The Ticket haunts Williams, and his story haunts the other hosts.
“It still stings,” Keith says.
“It was awful because he was a good friend,” Miller says. “We just had to move on because it was weighing us all down, such a cloud hanging above everybody.”
Williams’ last months at the station weighed most heavily on Rhyner and Davidson, who were co-hosting the afternoon-drive show with him.
“You can’t describe it,” Davidson says. “How tense it was, how fucked up he was.”
“I had made up my mind,” Rhyner says, in that unmistakable, slow drawl that sounds like a rubber tire on gravel. “By then, next time contract time came around, if he was still here, I was not going to be. There was just so much shit behind the scenes.”
Williams’ story stands as an all-too-real example of what anybody working in radio knows: no matter how long a run you’ve had or how secure your job might seem, you could always be fired before your next broadcast.
“I don’t know how long it can go,” Dunham says of The Ticket. “But I think the day we do start taking it for granted is the day we start getting into trouble.”
For a while, Keith couldn’t reconcile the triviality of his own job, that his success had been created out of the haze of a wild youth that needed to be sustained in one way or another to maintain the personality that had become synonymous with his livelihood.
“I just considered that my job was frivolous,” he says. “You feel like a joke of a human being. No one could actually think that what you do is meaningful.”
But Keith had an epiphany in the hours and days after the planes crashed into the Twin Towers on September 11, 2001.

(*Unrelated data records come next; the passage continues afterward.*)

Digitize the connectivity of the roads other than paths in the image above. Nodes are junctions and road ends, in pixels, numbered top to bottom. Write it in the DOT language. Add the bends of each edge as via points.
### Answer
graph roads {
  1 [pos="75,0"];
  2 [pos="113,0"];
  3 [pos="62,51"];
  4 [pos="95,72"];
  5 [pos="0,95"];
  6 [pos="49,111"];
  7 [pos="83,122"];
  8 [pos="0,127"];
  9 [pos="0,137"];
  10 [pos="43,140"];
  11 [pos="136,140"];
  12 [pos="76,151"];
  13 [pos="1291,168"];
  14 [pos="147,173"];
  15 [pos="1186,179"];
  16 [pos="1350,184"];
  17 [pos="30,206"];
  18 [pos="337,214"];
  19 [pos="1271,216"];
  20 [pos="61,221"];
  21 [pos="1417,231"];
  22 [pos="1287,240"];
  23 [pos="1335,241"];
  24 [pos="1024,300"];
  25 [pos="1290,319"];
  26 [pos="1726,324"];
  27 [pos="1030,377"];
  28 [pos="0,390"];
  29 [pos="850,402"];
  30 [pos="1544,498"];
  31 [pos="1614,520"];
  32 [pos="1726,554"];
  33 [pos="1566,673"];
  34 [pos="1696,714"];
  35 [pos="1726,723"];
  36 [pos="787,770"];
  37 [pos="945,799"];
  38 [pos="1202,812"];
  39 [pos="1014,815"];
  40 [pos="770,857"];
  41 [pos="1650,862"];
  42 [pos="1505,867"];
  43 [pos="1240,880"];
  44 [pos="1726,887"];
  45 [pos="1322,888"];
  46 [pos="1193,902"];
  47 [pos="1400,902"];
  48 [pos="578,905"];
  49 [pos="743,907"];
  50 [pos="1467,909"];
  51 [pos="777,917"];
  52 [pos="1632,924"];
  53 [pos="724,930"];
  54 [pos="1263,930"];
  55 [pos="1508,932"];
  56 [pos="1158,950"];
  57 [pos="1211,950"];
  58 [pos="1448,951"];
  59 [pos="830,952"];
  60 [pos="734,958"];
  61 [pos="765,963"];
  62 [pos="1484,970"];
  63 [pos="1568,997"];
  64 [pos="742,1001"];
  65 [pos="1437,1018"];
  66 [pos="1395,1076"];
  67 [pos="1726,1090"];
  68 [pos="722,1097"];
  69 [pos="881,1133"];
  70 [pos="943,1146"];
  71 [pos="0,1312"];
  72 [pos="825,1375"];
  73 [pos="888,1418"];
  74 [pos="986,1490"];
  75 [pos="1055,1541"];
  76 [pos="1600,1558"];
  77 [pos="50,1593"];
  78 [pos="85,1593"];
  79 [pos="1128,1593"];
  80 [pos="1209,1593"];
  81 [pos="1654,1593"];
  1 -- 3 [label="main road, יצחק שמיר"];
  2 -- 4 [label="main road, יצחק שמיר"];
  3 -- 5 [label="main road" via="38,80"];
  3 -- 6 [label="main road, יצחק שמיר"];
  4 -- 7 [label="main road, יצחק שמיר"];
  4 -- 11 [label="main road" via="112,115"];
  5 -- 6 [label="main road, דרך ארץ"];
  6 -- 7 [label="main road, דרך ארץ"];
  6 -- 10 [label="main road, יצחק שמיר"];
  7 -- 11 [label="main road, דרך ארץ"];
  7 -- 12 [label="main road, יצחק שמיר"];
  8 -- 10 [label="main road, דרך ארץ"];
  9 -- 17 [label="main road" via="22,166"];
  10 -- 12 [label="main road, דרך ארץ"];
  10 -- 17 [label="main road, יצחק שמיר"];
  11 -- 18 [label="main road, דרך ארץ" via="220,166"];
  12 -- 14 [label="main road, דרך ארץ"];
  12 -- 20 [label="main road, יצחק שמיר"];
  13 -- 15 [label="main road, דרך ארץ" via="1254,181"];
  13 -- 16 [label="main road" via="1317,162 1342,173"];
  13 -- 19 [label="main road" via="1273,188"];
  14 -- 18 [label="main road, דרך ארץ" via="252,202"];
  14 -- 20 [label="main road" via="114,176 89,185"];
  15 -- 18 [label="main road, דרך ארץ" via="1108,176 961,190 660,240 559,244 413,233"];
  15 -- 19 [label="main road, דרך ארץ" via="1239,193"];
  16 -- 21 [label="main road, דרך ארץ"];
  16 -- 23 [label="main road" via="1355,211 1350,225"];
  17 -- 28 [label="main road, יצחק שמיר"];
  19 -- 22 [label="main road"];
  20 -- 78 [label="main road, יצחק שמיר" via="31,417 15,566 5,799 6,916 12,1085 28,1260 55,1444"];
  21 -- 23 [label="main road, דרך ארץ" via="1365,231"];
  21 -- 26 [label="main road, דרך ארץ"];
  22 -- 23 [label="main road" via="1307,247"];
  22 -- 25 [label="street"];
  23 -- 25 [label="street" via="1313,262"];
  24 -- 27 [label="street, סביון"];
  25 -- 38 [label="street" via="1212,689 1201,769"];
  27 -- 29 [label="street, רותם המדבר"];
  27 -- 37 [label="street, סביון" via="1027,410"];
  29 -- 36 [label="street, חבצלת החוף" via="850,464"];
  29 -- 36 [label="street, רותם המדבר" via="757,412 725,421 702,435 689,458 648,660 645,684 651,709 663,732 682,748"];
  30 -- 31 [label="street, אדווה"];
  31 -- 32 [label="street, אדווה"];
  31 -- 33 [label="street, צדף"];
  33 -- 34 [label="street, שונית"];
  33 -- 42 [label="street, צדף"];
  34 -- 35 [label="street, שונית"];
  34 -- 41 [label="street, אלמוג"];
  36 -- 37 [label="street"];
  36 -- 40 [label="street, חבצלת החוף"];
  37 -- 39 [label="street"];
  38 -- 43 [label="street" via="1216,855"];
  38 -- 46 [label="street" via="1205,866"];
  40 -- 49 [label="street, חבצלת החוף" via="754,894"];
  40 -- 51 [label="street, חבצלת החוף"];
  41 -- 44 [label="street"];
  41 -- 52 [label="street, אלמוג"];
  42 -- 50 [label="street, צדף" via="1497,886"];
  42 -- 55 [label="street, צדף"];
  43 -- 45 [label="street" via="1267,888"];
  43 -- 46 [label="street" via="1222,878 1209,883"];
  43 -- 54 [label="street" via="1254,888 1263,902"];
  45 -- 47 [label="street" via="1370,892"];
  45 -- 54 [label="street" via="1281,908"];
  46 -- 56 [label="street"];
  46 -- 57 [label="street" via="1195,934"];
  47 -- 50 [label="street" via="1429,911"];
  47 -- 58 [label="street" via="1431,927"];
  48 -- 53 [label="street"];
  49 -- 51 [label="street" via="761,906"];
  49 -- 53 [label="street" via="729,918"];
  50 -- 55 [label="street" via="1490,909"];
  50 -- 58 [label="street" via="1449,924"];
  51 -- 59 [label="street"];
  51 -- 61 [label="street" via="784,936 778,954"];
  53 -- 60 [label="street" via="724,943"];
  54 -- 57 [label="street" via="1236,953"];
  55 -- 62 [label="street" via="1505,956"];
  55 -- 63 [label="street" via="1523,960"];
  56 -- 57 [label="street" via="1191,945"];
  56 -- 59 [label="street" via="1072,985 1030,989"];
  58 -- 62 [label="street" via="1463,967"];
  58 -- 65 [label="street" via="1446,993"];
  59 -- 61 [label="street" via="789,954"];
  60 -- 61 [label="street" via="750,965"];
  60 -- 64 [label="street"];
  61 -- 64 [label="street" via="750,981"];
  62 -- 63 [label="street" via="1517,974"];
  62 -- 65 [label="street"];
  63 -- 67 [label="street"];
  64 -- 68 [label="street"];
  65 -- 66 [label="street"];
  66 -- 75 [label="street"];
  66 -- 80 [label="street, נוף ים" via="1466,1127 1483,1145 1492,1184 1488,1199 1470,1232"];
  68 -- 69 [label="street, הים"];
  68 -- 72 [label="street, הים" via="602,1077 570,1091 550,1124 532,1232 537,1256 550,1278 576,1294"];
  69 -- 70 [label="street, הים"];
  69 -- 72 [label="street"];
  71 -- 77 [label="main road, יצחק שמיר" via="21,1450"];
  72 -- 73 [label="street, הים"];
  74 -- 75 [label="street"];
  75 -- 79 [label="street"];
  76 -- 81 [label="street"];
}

“It was a week or two when there were no real jokes, when that had been our bread and butter,” Keith says. “We reacted honestly in that emotional time, with our gut and with the listeners in real time.”
After that, Keith, whose job is called “yuk monkey,” started to understand that the station was more than just sports and wisecracks. It was a gathering place, an emotional sounding board, something that was somehow necessary to the city.
“I started feeling that court jesters were important, too,” he says. “And that the relief valve of humor, and the endurance of us being on the air all these years, it meant something. Before, I thought, ‘Well, I’m never going to do anything in my life that has any importance.’ And then I realized that the very thing that I was doing felt important.”